Survivingeachday Sun 23-Aug-20 11:02:20

He comes over to see them three time’s a week for the afternoon, two out of those three I head out but the third we do something together as a family. I know this is what’s hurting me but I can’t seem to let go

OP’s posts: |
RandomMess Sun 23-Aug-20 11:08:33

No more family stuff. Could you join a gym?

He needs to be taking them out of the house, he is using it to keep his territory marked and he will be checking up on you. He could even have put cameras in the house etc.

He is dangerous.

Sssloou Sun 23-Aug-20 11:12:24

It’s really good that you have the insight that this is hurting you. You have done brilliantly to extricate him physically from your life 24/7 down to 3 afternoons. That’s step one. Next is dropping the shared afternoon and the next is it not being in your home.
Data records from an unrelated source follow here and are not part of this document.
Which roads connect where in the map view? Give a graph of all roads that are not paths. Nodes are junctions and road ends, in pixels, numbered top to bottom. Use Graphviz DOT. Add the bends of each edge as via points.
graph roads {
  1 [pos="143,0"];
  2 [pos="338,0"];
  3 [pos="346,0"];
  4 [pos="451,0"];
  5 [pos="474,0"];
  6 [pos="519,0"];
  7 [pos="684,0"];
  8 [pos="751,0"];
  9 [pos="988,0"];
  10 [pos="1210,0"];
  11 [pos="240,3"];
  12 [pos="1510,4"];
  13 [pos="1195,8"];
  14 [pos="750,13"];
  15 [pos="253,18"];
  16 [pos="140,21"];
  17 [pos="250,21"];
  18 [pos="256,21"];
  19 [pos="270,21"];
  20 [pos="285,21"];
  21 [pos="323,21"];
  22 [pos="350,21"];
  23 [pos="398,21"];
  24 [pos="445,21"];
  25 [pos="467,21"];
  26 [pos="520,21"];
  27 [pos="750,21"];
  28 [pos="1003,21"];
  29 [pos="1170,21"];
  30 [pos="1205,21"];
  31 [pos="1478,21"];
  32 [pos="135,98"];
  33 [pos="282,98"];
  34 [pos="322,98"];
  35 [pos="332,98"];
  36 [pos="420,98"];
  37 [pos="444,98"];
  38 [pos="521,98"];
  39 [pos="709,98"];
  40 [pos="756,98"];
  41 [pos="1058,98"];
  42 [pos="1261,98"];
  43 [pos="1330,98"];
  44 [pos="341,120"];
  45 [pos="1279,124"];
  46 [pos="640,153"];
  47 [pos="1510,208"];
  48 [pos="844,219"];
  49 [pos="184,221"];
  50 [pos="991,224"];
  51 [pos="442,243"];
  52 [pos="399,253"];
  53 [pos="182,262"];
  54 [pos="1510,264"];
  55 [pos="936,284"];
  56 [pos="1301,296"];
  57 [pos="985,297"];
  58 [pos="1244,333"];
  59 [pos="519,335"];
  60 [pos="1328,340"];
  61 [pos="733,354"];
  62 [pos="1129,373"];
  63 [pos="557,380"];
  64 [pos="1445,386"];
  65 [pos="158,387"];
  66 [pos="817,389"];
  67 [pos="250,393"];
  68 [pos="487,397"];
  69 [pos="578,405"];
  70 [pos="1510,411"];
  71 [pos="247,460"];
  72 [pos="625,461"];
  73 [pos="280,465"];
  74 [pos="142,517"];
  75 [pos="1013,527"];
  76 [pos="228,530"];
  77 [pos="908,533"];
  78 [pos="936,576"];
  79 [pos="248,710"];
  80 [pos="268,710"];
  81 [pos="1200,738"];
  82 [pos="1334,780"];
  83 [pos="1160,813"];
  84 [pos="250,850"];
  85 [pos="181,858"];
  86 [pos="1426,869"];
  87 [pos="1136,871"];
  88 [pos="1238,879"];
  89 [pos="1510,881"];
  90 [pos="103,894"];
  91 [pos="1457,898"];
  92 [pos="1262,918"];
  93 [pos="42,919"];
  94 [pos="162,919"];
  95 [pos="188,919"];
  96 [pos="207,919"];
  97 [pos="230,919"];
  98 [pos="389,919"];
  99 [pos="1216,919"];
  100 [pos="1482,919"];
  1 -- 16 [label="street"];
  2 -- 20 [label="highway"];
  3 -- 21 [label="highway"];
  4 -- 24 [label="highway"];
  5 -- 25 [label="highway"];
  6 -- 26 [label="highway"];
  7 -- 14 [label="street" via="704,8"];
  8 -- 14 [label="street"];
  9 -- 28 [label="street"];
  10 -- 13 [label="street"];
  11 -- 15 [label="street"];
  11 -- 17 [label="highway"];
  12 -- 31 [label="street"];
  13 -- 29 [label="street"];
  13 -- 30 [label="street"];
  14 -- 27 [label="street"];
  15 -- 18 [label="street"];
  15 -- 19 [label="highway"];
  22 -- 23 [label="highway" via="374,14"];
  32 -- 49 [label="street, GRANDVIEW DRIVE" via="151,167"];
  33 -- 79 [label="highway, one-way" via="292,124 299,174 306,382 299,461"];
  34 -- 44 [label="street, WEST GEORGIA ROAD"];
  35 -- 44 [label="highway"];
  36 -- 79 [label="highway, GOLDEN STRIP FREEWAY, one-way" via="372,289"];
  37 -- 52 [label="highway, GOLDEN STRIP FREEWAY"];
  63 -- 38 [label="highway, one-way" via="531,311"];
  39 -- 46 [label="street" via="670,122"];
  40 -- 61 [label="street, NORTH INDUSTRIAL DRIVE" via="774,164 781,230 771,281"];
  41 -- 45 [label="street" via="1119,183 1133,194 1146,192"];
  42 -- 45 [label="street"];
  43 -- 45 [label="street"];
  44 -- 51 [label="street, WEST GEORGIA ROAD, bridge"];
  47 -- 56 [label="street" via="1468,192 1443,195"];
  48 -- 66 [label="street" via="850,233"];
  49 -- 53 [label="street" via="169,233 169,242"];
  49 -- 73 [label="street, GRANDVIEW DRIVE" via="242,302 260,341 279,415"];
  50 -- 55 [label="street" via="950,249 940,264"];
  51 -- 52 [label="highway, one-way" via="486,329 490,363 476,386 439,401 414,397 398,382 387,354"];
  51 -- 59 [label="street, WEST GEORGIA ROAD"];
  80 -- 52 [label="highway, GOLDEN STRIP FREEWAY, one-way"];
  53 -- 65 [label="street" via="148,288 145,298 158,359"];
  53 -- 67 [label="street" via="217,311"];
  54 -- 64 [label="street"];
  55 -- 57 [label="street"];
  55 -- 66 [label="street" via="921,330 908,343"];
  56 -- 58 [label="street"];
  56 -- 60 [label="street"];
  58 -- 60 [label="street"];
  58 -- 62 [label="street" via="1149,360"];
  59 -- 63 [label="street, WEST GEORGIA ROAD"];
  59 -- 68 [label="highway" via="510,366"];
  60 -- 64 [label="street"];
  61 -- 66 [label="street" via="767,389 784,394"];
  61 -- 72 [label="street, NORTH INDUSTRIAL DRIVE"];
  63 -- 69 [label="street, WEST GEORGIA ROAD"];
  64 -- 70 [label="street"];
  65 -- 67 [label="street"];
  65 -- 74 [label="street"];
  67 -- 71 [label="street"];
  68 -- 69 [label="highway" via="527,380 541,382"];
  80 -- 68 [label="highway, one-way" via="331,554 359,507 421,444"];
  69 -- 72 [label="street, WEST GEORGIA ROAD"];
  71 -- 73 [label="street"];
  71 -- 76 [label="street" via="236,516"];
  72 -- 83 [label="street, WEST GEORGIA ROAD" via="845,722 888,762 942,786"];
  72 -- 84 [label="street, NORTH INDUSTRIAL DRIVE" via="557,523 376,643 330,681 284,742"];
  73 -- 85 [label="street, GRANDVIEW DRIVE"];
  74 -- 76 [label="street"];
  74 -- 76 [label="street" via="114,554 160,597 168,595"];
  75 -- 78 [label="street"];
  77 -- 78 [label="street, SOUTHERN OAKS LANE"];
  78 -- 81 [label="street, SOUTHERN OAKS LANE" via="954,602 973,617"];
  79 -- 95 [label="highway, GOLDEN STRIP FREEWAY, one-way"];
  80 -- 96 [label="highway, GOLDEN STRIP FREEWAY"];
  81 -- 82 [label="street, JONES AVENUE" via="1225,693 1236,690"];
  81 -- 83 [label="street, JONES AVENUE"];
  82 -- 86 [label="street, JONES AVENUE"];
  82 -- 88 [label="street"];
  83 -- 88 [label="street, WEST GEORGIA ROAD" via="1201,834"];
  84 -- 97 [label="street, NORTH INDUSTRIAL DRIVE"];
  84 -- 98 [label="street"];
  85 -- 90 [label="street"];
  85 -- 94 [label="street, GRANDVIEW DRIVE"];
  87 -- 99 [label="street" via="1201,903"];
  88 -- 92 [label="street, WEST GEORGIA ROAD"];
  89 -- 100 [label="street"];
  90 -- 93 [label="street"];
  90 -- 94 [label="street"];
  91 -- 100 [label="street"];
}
You need oxygen, time, space and distance to feel better. Every contact you have with him rips off the scab.

He is weeding his way back in - that’s why your body is so ill and you are distressed.

Your DCs need you focused and emotionally healthy - his presence is stopping that.

It’s also important to fill your time with comforting and fulfilling activities and radiant people to help you heal and grow back to who you are when he is not there. Are you able to find a little way to do this? Little by little?